Our 2nd Food Trial: Spinach, Day 4 (and some test results...)

This morning we upped the quantity of spinach for our trial to one teaspoon. To be honest, Ginny was a little less interested in the spinach this time (and you know I don't blame her), but she ate it just the same. I believe that her lack of enthusiasm is partly my own doing. Last night, as she sat in her high char while the rest of us ate dinner, I went a little crazy. Again. It's so obvious when she fusses while we eat that she just wants food... and it got me thinking (and I just want to feed her)... We had pears perfectly ripe for making baby food so, I jumped up, cut off a chunk of ripe pear, put it in her mesh feeder, and handed it over. Although she wasn't sure about this at first (and I had a slight moment of hesitation and fear wondering if she would react differently to fresh pears than she did to roasted, pureed pears), she eventually waved her arms around, laughed, smiled, mashed up the pears with her two teeth and gums, and enjoyed every strained morsel.

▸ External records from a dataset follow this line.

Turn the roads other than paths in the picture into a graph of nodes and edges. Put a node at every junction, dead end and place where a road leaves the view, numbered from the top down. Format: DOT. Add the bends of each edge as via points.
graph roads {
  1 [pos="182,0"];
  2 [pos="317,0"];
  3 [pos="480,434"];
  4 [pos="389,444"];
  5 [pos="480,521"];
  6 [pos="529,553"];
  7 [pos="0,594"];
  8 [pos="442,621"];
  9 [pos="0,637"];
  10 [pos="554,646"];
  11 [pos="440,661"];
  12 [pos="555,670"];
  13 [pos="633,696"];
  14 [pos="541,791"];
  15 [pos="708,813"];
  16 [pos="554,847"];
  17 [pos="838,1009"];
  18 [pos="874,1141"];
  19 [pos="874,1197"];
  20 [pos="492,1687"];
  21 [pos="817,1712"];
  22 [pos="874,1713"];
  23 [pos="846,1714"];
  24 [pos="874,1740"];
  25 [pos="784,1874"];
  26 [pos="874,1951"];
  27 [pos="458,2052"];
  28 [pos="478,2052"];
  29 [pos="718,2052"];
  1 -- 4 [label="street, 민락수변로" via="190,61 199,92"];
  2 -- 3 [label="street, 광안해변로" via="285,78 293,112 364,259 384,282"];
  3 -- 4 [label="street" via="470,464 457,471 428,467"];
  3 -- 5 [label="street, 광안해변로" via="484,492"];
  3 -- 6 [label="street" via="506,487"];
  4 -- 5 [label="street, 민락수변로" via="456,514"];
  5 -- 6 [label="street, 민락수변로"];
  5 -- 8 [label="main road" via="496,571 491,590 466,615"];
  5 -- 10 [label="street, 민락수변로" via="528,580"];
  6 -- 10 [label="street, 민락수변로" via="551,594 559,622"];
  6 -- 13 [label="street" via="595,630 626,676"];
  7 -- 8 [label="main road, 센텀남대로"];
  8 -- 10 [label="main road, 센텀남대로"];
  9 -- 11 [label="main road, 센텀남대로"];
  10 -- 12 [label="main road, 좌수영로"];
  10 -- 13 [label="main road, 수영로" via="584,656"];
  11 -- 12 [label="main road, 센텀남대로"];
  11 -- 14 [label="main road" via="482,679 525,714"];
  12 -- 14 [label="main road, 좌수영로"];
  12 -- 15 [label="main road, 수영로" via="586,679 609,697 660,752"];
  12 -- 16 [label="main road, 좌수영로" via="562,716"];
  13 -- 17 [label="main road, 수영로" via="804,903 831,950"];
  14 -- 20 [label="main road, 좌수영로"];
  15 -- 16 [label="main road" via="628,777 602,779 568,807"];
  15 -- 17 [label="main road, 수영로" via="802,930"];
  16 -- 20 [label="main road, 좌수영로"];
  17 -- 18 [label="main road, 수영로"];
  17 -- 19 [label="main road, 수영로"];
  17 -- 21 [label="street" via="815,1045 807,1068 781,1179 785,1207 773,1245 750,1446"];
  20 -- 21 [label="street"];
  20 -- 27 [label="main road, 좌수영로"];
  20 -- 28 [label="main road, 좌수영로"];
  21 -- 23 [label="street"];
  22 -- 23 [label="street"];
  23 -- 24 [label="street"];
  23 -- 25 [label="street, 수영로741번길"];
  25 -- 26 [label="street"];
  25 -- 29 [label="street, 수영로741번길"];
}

So I think, having had fresh and yummy pears, spinach might have been a little less appealing this morning.

As soon as the spinach was gone, we were out the door for an early morning appointment with the allergist to check on the results of Ginny's patch testing. The patch was dramatically removed and revealed... wait for it.... nothing. Absolutely nothing. At the most, when we looked at it again later today, the soy area is slightly red. Slightly red. Milk and eggs showed nothing. NOTHING. Soy is SLIGHTLY red. SLIGHTLY. I know that these tests are not considered incredibly accurate or conclusive but I'm so tired of not knowing so much that I thought this test would tell me something. I got nothing.

I had an incredibly long discussion with the allergist about what this means and/or doesn't mean or what it tells us or doesn't tell us. I worried that this means that FPIES isn't the right diagnosis for Ginny. I considered just feeding her rice cereal to see what happens so I know SOMETHING. I considered speeding up/shortening all her food trials. But, at the end of the day, this changes nothing. I will change nothing. We know nothing more. I am simply more frustrated. Angrier at this beast. Stuck crawling forward at this snails pace wondering when we'll hit a land mine and trigger another reaction. I just wanted something that felt more concrete. I got nothing.

At the most, this gives us hope that we might consider trialing milk and eggs sooner after G's first birthday. I should be happy for these results I guess. At the best, this could mean that rice is her only big trigger. I should feel happy. Ginny is healthy and happy. Looking at her and the rolls around her wrists and ankles, no one could possibly guess what she's been through. Instead, I feel beaten today. It's exhausting when it's difficult to simply feed your child.